(Dataset entries)
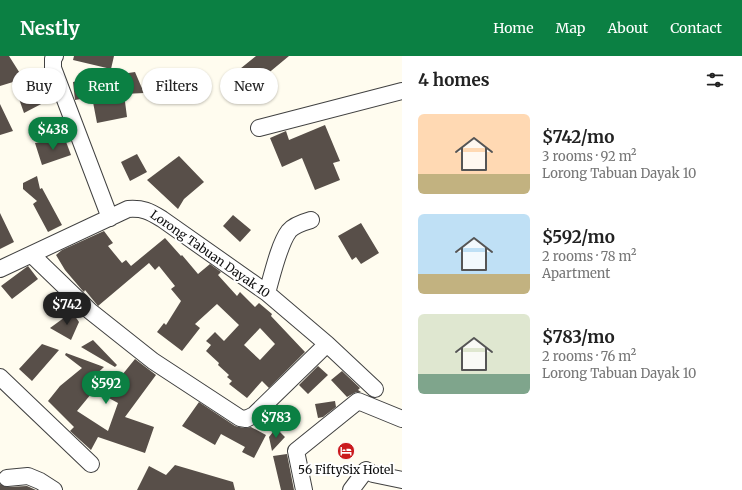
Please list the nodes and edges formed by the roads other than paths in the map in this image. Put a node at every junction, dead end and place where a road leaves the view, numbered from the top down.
1 (55, 56) edge
2 (402, 92) edge
3 (259, 128) dead end
4 (110, 218) junction
5 (311, 220) dead end
6 (32, 254) junction
7 (0, 269) edge
8 (267, 293) junction
9 (327, 344) junction
10 (0, 377) edge
11 (375, 389) dead end
12 (402, 419) edge
13 (90, 464) dead end
14 (7, 478) dead end
15 (402, 480) edge
16 (54, 490) edge
17 (304, 490) edge
18 (351, 490) edge

1 - 4 street
2 - 3 street
4 - 6 street, Lorong Tabuan Dayak 10
4 - 8 street, Lorong Tabuan Dayak 10
5 - 8 street
6 - 7 street, Lorong Tabuan Dayak 10
6 - 9 street
8 - 9 street, Lorong Tabuan Dayak 10
9 - 11 street, Lorong Tabuan Dayak 10
10 - 13 street
12 - 17 street
14 - 16 street
15 - 18 street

### Work instruction
The answer is the entries above, given again exactly, with no pictures among them.

### Task result
Please list the nodes and edges formed by the roads other than paths in the map in this image. Put a node at every junction, dead end and place where a road leaves the view, numbered from the top down.
1 (55, 56) edge
2 (402, 92) edge
3 (259, 128) dead end
4 (110, 218) junction
5 (311, 220) dead end
6 (32, 254) junction
7 (0, 269) edge
8 (267, 293) junction
9 (327, 344) junction
10 (0, 377) edge
11 (375, 389) dead end
12 (402, 419) edge
13 (90, 464) dead end
14 (7, 478) dead end
15 (402, 480) edge
16 (54, 490) edge
17 (304, 490) edge
18 (351, 490) edge

1 - 4 street
2 - 3 street
4 - 6 street, Lorong Tabuan Dayak 10
4 - 8 street, Lorong Tabuan Dayak 10
5 - 8 street
6 - 7 street, Lorong Tabuan Dayak 10
6 - 9 street
8 - 9 street, Lorong Tabuan Dayak 10
9 - 11 street, Lorong Tabuan Dayak 10
10 - 13 street
12 - 17 street
14 - 16 street
15 - 18 street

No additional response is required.